We also provide those charged with governance with a statement that we have complied with relevant ethical requirements regarding independence, and to communicate with them all relationships and other matters that may reasonably be thought to bear on our independence, and where applicable, related safeguards.

From the matters communicated with those charged with governance, we determine those matters that were of most significance in the audit of the financial statements of the current period and are therefore the key audit matters. We describe these matters in our auditors report unless law or regulation precludes public disclosure about the matter or when, in extremely rare circumstances, we determine that a matter should not be communicated in our report because the adverse consequences of doing so would reasonably be expected to outweigh the public interest benefits of such communication.

Report on Other Legal and Regulatory Requirements

1. As required by the Companies (Auditors Report) Order, 2020 ("the Order"), issued by the Central Government of India in terms of sub-section (11) of section 143 of the Companies Act, 2013, we give in the Annexure "A" a statement on the matters specified in paragraphs 3 and 4 of the Order, to the extent applicable.

2. As required by Section 143 (3) of the Act, we report that:

a) We have sought and obtained all the information and explanations which to the best of our knowledge and belief were necessary for the purposes of our audit.

b) In our opinion, proper books of account as required by law have been kept by the Company so far as it appears from our examination of those books.

c) The Balance Sheet, the Statement of Profit and Loss (including othercomprehensive income), the Statement of Cash Flows and the Statement of Changes in Equity dealt with by this Report are in agreement with the books of account.
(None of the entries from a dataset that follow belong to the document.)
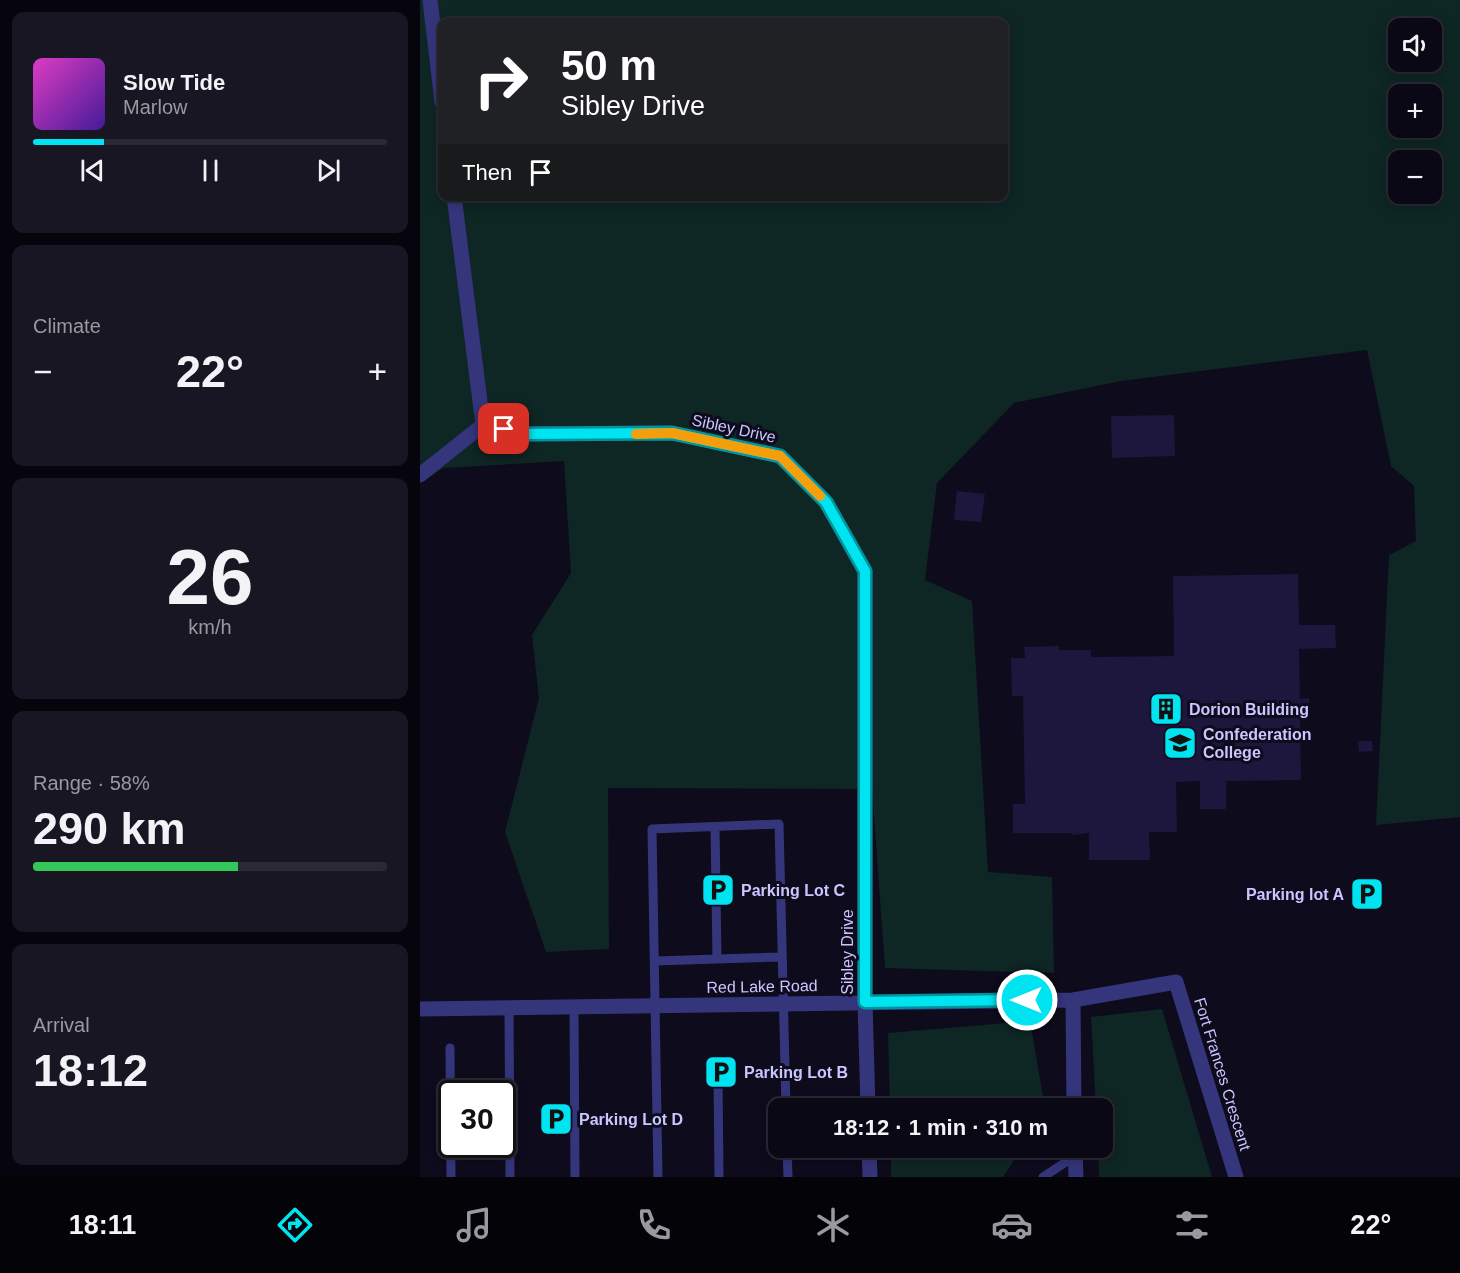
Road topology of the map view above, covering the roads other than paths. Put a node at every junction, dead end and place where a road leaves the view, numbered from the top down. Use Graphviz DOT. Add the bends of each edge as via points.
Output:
graph roads {
  1 [pos="430,0"];
  2 [pos="438,68"];
  3 [pos="455,201"];
  4 [pos="483,425"];
  5 [pos="420,476"];
  6 [pos="715,826"];
  7 [pos="781,957"];
  8 [pos="717,959"];
  9 [pos="656,961"];
  10 [pos="1176,982"];
  11 [pos="1073,1000"];
  12 [pos="865,1002"];
  13 [pos="782,1003"];
  14 [pos="656,1006"];
  15 [pos="574,1007"];
  16 [pos="420,1008"];
  17 [pos="509,1009"];
  18 [pos="450,1048"];
  19 [pos="718,1074"];
  20 [pos="786,1098"];
  21 [pos="868,1098"];
  22 [pos="1074,1098"];
  23 [pos="787,1158"];
  24 [pos="869,1158"];
  25 [pos="1067,1158"];
  26 [pos="1075,1158"];
  27 [pos="451,1177"];
  28 [pos="510,1177"];
  29 [pos="575,1177"];
  30 [pos="658,1177"];
  31 [pos="719,1177"];
  32 [pos="788,1177"];
  33 [pos="870,1177"];
  34 [pos="1043,1177"];
  35 [pos="1076,1177"];
  36 [pos="1236,1177"];
  1 -- 2 [label="street"];
  3 -- 4 [label="street"];
  4 -- 5 [label="street"];
  4 -- 12 [label="street, Sibley Drive" via="525,434 672,433 780,456 826,502 865,571"];
  6 -- 7 [label="lane" via="779,824"];
  6 -- 8 [label="lane"];
  6 -- 9 [label="lane" via="652,829"];
  7 -- 8 [label="lane"];
  7 -- 13 [label="lane"];
  8 -- 9 [label="lane"];
  9 -- 14 [label="lane"];
  10 -- 11 [label="street, Red Lake Road"];
  10 -- 36 [label="street, Fort Frances Crescent"];
  11 -- 12 [label="street, Red Lake Road"];
  11 -- 22 [label="street"];
  12 -- 13 [label="street, Red Lake Road"];
  12 -- 21 [label="street, Sibley Drive"];
  13 -- 14 [label="street, Red Lake Road"];
  13 -- 20 [label="lane"];
  14 -- 15 [label="street, Red Lake Road"];
  14 -- 30 [label="lane"];
  15 -- 17 [label="street, Red Lake Road"];
  15 -- 29 [label="lane"];
  16 -- 17 [label="street, Red Lake Road"];
  17 -- 28 [label="lane"];
  18 -- 27 [label="lane"];
  19 -- 31 [label="lane"];
  23 -- 32 [label="lane"];
  24 -- 33 [label="street"];
  25 -- 34 [label="lane"];
  26 -- 35 [label="street"];
}
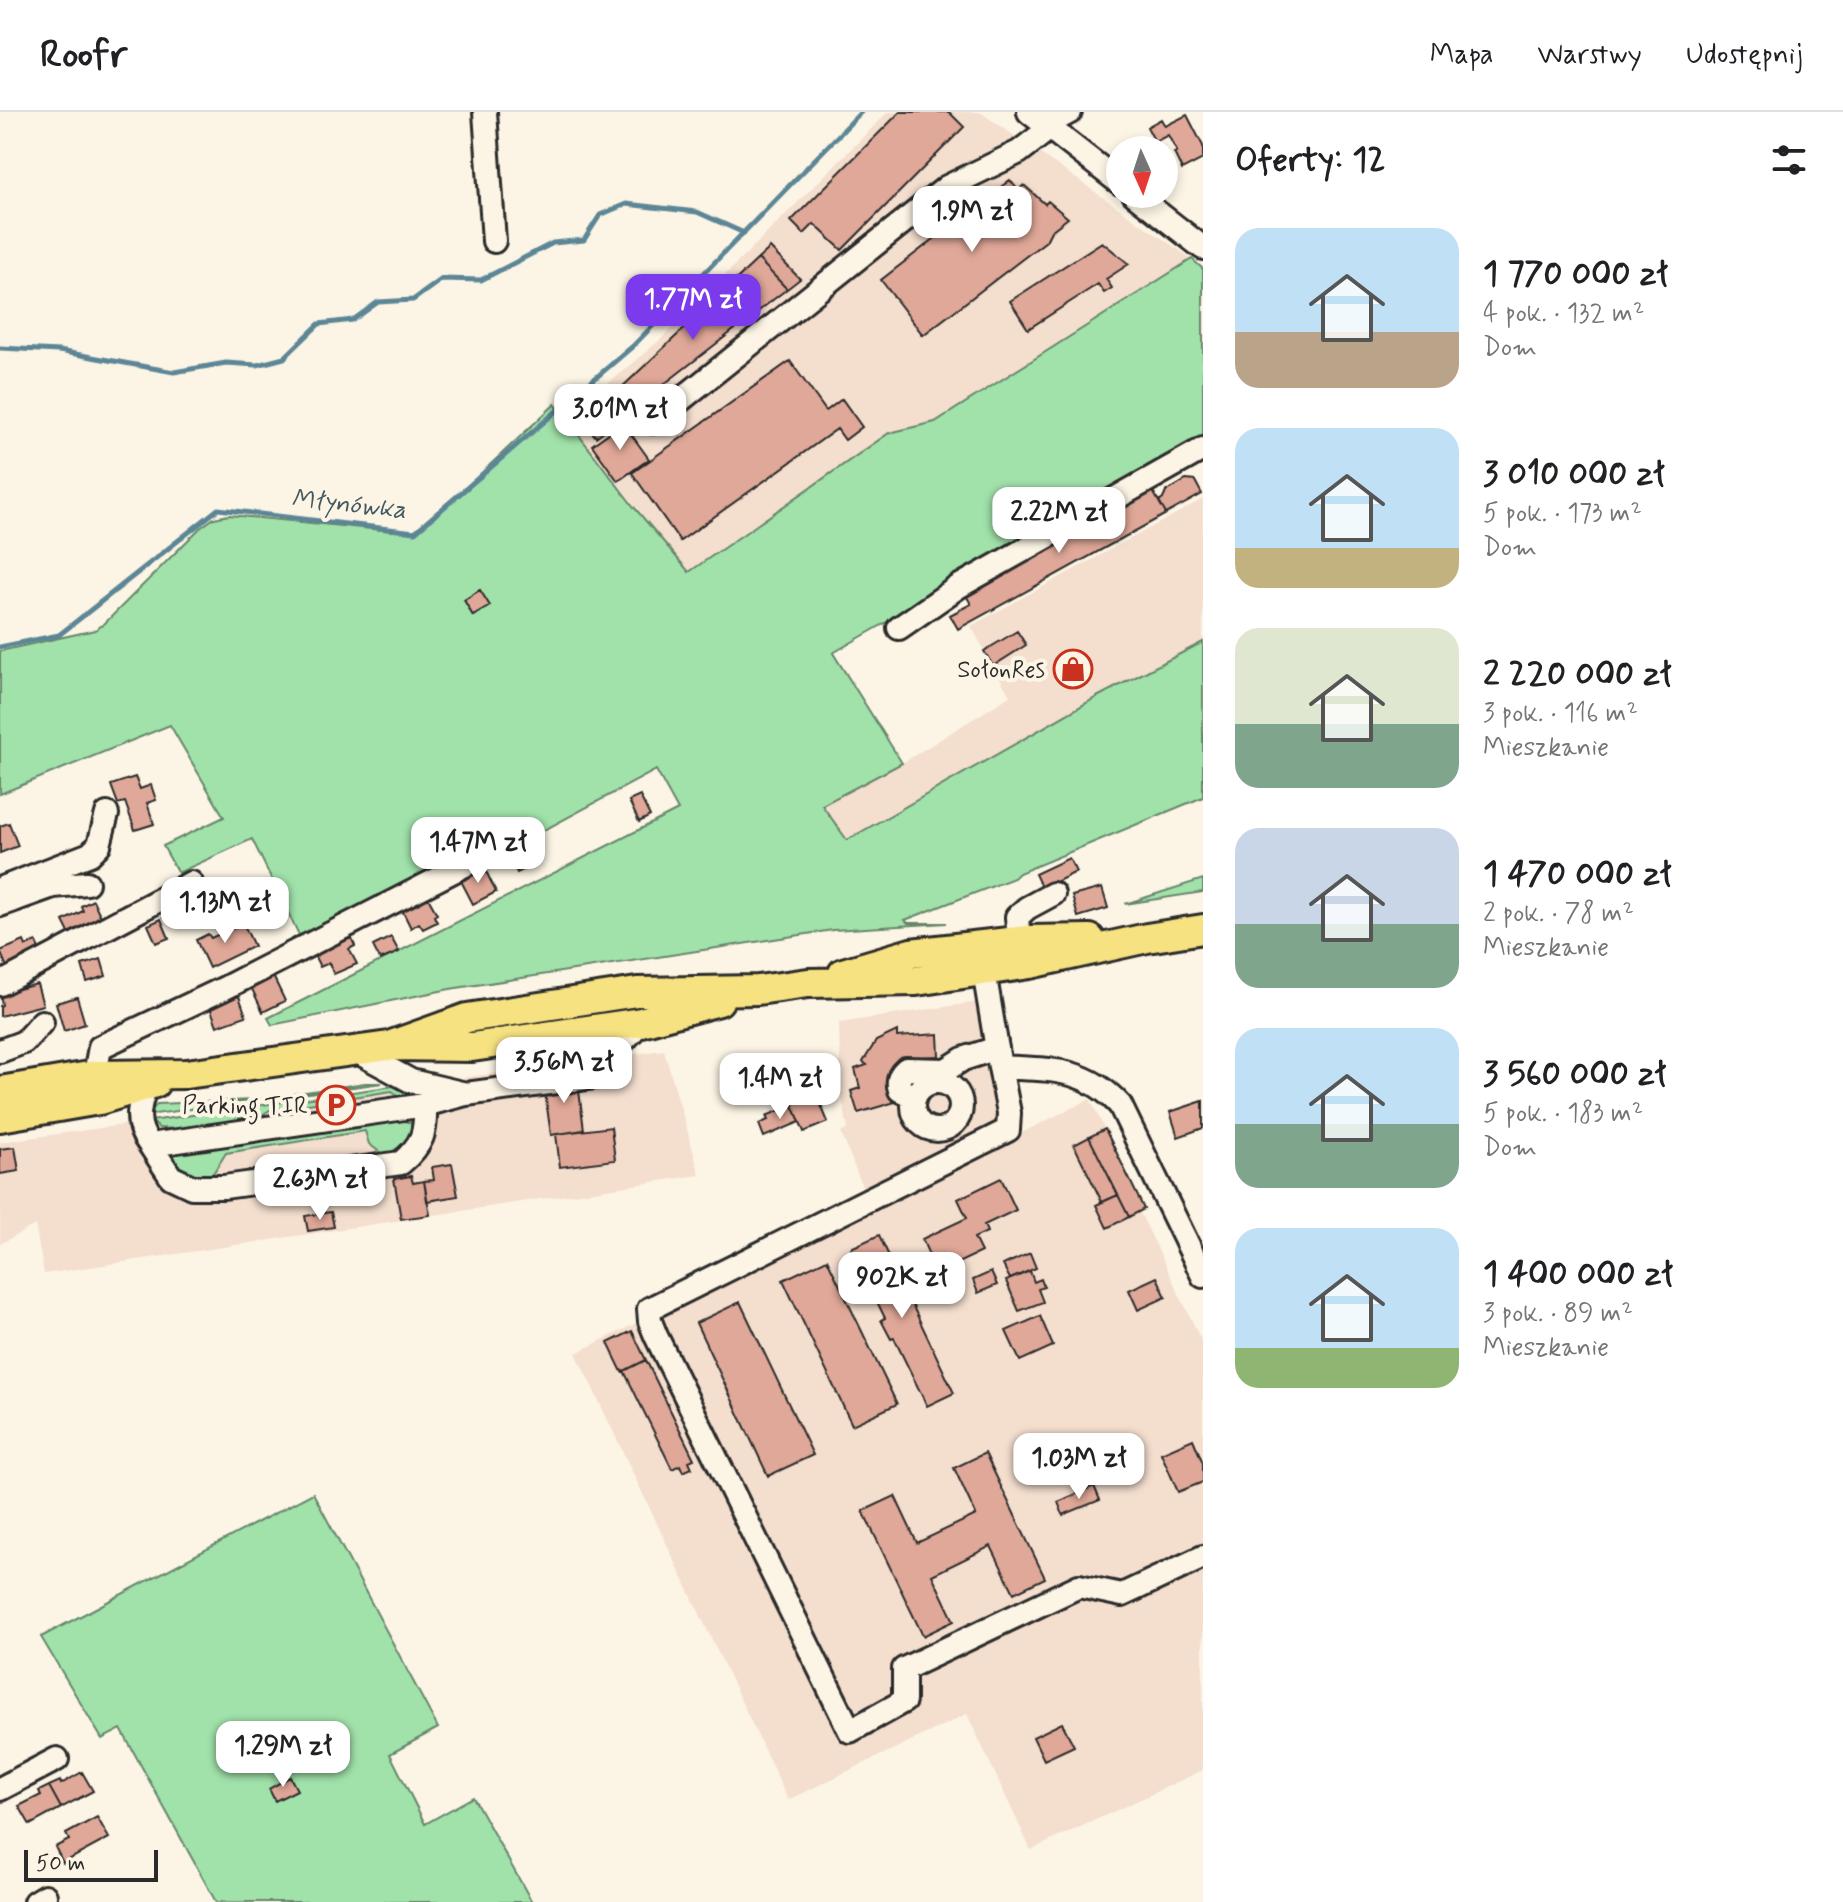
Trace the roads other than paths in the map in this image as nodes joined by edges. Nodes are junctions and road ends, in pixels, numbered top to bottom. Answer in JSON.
{"nodes":[{"id":1,"x":485,"y":112,"type":"edge"},
{"id":2,"x":1070,"y":112,"type":"edge"},
{"id":3,"x":1042,"y":122,"type":"edge"},
{"id":4,"x":1106,"y":172,"type":"edge"},
{"id":5,"x":1152,"y":208,"type":"edge"},
{"id":6,"x":494,"y":241,"type":"dead end"},
{"id":7,"x":1203,"y":248,"type":"edge"},
{"id":8,"x":653,"y":422,"type":"dead end"},
{"id":9,"x":1203,"y":449,"type":"edge"},
{"id":10,"x":899,"y":628,"type":"dead end"},
{"id":11,"x":107,"y":814,"type":"dead end"},
{"id":12,"x":508,"y":843,"type":"dead end"},
{"id":13,"x":87,"y":883,"type":"dead end"},
{"id":14,"x":191,"y":883,"type":"dead end"},
{"id":15,"x":0,"y":889,"type":"edge"},
{"id":16,"x":1053,"y":894,"type":"dead end"},
{"id":17,"x":0,"y":905,"type":"edge"},
{"id":18,"x":1203,"y":929,"type":"edge"},
{"id":19,"x":1147,"y":938,"type":"junction"},
{"id":20,"x":1019,"y":940,"type":"junction"},
{"id":21,"x":950,"y":948,"type":"junction"},
{"id":22,"x":984,"y":971,"type":"junction"},
{"id":23,"x":808,"y":983,"type":"junction"},
{"id":24,"x":0,"y":984,"type":"edge"},
{"id":25,"x":758,"y":990,"type":"junction"},
{"id":26,"x":544,"y":1007,"type":"junction"},
{"id":27,"x":42,"y":1022,"type":"dead end"},
{"id":28,"x":606,"y":1040,"type":"junction"},
{"id":29,"x":389,"y":1046,"type":"junction"},
{"id":30,"x":354,"y":1050,"type":"junction"},
{"id":31,"x":0,"y":1051,"type":"edge"},
{"id":32,"x":998,"y":1058,"type":"junction"},
{"id":33,"x":95,"y":1075,"type":"junction"},
{"id":34,"x":149,"y":1080,"type":"junction"},
{"id":35,"x":2,"y":1084,"type":"edge"},
{"id":36,"x":466,"y":1094,"type":"junction"},
{"id":37,"x":915,"y":1097,"type":"dead end"},
{"id":38,"x":425,"y":1105,"type":"junction"},
{"id":39,"x":0,"y":1117,"type":"edge"},
{"id":40,"x":150,"y":1145,"type":"junction"},
{"id":41,"x":1203,"y":1276,"type":"edge"},
{"id":42,"x":1203,"y":1557,"type":"edge"},
{"id":43,"x":57,"y":1759,"type":"dead end"},
{"id":44,"x":0,"y":1789,"type":"edge"}],
"edges":[{"from":1,"to":6,"type":"street"},
{"from":2,"to":3,"type":"street"},
{"from":3,"to":4,"type":"street"},
{"from":3,"to":8,"type":"street"},
{"from":5,"to":7,"type":"street"},
{"from":9,"to":10,"type":"street"},
{"from":11,"to":15,"type":"street"},
{"from":12,"to":33,"type":"street"},
{"from":13,"to":17,"type":"street"},
{"from":14,"to":24,"type":"street"},
{"from":16,"to":20,"type":"street"},
{"from":18,"to":19,"type":"main road"},
{"from":19,"to":20,"type":"main road"},
{"from":19,"to":22,"type":"main road"},
{"from":20,"to":21,"type":"main road"},
{"from":21,"to":22,"type":"street"},
{"from":21,"to":23,"type":"main road"},
{"from":22,"to":23,"type":"main road"},
{"from":22,"to":32,"type":"street"},
{"from":23,"to":25,"type":"main road"},
{"from":25,"to":26,"type":"main road"},
{"from":25,"to":28,"type":"main road"},
{"from":26,"to":28,"type":"street"},
{"from":26,"to":29,"type":"main road"},
{"from":27,"to":31,"type":"street"},
{"from":28,"to":29,"type":"main road"},
{"from":28,"to":36,"type":"street"},
{"from":29,"to":30,"type":"main road"},
{"from":30,"to":34,"type":"main road"},
{"from":30,"to":36,"type":"street"},
{"from":32,"to":37,"type":"street"},
{"from":32,"to":41,"type":"street"},
{"from":32,"to":42,"type":"street"},
{"from":33,"to":34,"type":"main road"},
{"from":33,"to":35,"type":"main road"},
{"from":34,"to":39,"type":"main road"},
{"from":34,"to":40,"type":"street"},
{"from":36,"to":38,"type":"street"},
{"from":38,"to":40,"type":"street"},
{"from":38,"to":40,"type":"street"},
{"from":43,"to":44,"type":"street"}]}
d) In our opinion, the aforesaid financial statements comply with the Accounting Standards (Ind AS) specified under Section 133 of the Act, read with relevant rules issued thereunder.

e) On the basis of the written representations received from the directors as on 31st March, 2023, taken on record by the Board of Directors, none of the directors is disqualified as on 31st March, 2023 from being appointed as a director in terms of Section 164 (2) of the Act.

f) With respect to the adequacy of the internal financial controls over financial reporting of the Company and the operating effectiveness of such controls, refer to our separate Report in ‘Annexure B.

g) With respect to the other matters to be included in the Auditors Report in accordance with the requirements of section 197(16) ofthe Act, as amended,

In our opinion and to the best of our information and according to the explanations given to us, the Company has not paid any remuneration to its directors during the year under section 197 read with Schedule V to the Act.

h) With respect to the other matters to be included in the Auditors Report in accordance with Rule 11 of the Companies (Audit and Auditors) Rules, 2014, in our opinion and to the best of our information and according to the explanations given to us:

i. The Company has no pending litigations having impact on its financial position.

ii. The Company did not have any long-term contracts including derivative contract for which there were any foreseeable losses.

iii. There has been no delay in transferring amounts, required to be transferred to the Investor Education and Protection Fund by the Company.

iv. (a) The Management has represented that, to the best of its knowledge and belief, no funds (which are material either individually or in the aggregate) have been advanced or loaned or invested (either from borrowed funds or share premium or any other sources or kind of funds) by the Company to or in any other person or entity, including foreign entity ("Intermediaries"), with the understanding, whether recorded in writing or otherwise, that the Intermediary shall, whether, directly or indirectly lend or invest in other persons or entities identified in any manner whatsoever by or on behalf of the Company ("Ultimate Beneficiaries") or provide any guarantee, security or the like on behalf of the Ultimate Beneficiaries;

(b) The Management has represented, that, to the best of its knowledge and belief, no funds (which are material either individually or in the aggregate) have been received by the Company from any person or entity, including foreign entity ("Funding Parties"), with the understanding, whether recorded in writing or otherwise, that the Company shall, whether, directly or indirectly, lend or invest in other persons or entities identified in any manner whatsoever by or on behalf of the Funding Party ("Ultimate Beneficiaries") or provide any guarantee, security or the like on behalf of the Ultimate Beneficiaries;

(c) Based on the audit procedures that have been considered reasonable and appropriate in the circumstances, nothing has come to our notice that has caused us to believe that the representations under sub-clause (i) and (ii) of Rule 11(e contain any material misstatement.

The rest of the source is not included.